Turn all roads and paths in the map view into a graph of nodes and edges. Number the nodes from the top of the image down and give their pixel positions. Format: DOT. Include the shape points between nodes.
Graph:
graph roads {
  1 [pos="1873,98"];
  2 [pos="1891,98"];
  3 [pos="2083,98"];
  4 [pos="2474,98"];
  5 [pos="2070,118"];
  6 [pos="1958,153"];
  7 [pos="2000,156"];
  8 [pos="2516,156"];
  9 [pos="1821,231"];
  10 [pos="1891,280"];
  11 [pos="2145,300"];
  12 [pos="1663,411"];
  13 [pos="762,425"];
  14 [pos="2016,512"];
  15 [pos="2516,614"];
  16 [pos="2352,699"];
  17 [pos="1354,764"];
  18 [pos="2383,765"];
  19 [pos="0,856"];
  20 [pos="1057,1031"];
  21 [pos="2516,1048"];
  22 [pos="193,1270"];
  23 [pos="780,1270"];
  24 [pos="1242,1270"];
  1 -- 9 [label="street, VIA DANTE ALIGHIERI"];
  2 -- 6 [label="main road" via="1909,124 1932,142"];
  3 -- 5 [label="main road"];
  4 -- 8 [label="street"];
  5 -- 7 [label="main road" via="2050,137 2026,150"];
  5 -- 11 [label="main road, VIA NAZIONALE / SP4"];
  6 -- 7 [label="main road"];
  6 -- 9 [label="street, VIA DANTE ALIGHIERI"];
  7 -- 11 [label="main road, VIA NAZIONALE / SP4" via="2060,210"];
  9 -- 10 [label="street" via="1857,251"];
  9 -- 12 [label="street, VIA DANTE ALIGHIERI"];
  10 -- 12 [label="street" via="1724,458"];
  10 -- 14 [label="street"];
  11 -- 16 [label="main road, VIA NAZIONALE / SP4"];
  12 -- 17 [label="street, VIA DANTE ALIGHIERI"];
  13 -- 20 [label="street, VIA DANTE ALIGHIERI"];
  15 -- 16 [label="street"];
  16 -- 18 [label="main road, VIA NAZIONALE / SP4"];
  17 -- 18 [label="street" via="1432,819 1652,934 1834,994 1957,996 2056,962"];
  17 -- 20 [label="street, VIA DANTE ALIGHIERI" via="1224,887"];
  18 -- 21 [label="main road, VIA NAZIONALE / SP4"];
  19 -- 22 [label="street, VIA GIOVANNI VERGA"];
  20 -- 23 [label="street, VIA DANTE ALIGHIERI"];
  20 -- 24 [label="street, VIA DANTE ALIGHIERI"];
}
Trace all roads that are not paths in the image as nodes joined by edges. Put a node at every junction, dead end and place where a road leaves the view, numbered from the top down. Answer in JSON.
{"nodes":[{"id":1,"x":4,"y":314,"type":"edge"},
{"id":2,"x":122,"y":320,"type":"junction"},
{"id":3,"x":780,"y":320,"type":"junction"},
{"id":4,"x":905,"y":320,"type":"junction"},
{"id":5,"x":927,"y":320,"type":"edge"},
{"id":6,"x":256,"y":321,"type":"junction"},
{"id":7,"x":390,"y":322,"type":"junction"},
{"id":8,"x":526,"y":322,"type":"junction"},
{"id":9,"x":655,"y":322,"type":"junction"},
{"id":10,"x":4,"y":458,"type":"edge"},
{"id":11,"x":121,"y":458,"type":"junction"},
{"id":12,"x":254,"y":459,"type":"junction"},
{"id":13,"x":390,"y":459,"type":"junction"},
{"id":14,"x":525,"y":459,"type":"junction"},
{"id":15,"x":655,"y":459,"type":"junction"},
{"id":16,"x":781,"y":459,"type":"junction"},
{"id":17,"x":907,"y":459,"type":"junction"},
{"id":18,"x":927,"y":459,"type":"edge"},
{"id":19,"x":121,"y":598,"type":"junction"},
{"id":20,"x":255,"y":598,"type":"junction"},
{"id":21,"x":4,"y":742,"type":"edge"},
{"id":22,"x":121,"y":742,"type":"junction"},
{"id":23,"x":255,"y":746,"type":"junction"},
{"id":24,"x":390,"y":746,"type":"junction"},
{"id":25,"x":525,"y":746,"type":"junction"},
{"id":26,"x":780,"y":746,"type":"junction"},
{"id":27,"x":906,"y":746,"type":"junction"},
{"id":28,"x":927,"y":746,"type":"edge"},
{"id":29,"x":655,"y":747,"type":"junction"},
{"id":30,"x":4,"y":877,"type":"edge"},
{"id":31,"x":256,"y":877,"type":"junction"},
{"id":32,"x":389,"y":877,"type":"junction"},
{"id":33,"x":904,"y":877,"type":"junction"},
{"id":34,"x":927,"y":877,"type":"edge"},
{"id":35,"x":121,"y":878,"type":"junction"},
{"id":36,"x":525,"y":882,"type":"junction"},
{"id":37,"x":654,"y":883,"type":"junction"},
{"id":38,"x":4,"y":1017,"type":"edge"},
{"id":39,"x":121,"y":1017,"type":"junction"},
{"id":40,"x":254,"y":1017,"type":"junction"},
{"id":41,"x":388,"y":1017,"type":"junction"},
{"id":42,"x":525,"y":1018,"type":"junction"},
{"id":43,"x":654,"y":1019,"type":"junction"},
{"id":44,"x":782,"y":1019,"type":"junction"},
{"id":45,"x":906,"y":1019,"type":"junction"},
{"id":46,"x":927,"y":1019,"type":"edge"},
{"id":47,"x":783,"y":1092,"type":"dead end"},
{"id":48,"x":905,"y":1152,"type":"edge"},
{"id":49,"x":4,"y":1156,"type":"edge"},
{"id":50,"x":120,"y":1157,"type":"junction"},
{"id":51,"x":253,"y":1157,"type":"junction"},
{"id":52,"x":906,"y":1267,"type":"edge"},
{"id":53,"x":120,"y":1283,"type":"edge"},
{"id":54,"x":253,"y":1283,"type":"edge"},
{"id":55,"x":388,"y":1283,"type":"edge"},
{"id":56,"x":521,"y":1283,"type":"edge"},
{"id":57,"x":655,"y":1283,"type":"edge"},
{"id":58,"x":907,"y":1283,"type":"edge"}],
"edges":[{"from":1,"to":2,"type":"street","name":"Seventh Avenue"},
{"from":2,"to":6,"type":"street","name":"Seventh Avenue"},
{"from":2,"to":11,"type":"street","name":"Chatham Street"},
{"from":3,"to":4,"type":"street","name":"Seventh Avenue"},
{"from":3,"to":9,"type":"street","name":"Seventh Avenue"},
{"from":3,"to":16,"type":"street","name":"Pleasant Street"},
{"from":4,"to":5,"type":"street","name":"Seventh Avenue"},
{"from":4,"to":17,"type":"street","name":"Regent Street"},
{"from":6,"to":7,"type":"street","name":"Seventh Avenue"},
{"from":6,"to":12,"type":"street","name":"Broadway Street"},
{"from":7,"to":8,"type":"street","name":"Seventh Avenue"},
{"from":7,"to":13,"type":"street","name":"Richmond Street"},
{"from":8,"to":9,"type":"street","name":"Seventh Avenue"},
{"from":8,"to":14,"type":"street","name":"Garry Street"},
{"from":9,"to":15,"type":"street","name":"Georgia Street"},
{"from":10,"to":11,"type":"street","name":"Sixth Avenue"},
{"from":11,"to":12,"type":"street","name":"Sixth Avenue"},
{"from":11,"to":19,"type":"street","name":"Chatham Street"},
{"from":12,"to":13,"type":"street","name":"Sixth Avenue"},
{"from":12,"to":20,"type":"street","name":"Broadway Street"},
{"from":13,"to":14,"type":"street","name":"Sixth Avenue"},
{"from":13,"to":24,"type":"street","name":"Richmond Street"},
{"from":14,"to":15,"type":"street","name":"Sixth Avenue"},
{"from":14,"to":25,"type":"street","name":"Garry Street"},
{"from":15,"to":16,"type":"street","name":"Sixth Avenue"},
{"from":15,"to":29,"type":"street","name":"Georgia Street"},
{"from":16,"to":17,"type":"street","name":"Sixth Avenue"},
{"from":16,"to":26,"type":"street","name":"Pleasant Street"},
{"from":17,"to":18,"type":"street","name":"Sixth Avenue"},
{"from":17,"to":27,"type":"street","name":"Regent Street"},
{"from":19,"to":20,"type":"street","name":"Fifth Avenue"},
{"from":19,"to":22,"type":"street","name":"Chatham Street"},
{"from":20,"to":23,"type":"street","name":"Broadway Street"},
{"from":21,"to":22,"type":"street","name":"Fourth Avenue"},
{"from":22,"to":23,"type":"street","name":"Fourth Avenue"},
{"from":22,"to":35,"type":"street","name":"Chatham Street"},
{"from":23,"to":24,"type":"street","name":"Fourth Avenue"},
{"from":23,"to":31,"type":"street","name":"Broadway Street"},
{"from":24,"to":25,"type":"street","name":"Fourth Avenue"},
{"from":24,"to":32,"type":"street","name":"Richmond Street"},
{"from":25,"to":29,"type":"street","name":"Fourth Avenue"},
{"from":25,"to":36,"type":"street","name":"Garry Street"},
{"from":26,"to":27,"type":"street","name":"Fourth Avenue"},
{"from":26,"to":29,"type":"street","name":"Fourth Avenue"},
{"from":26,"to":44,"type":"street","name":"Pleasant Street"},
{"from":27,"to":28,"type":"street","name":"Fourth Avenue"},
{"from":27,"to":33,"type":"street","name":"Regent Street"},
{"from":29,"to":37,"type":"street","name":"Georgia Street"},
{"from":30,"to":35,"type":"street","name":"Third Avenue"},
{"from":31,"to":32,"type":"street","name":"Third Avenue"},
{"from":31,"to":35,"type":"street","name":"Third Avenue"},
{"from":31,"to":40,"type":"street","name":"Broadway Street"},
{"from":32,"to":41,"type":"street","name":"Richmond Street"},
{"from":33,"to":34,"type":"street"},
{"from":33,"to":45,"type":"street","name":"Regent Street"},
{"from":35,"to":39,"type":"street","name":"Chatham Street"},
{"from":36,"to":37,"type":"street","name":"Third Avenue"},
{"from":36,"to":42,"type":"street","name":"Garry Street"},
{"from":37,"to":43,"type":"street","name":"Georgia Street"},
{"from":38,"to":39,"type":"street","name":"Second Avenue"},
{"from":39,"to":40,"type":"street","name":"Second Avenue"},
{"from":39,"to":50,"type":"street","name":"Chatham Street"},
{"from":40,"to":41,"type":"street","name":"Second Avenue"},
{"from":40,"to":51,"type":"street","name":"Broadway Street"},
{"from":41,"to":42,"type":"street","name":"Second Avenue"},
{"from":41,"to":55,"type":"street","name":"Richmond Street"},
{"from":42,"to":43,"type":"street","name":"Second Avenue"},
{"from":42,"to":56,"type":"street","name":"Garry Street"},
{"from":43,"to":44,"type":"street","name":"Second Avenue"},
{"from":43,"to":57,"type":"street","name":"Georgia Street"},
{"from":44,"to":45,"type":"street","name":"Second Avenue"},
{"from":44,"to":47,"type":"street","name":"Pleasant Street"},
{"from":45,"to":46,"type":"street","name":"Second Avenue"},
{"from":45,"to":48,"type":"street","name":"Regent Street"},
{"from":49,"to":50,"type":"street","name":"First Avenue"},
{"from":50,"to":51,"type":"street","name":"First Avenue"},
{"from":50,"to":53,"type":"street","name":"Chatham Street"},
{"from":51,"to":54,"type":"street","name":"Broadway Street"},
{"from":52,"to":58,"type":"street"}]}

════════════════════

The expected answer is every line above in which the word "edges" appears.

Turn all roads and paths in the map view into a graph of nodes and edges. Number the nodes from the top of the image down and give their pixel positions. Format: DOT. Include the shape points between nodes.
Trace all roads that are not paths in the image as nodes joined by edges. Put a node at every junction, dead end and place where a road leaves the view, numbered from the top down. Answer in JSON.
"edges":[{"from":1,"to":2,"type":"street","name":"Seventh Avenue"},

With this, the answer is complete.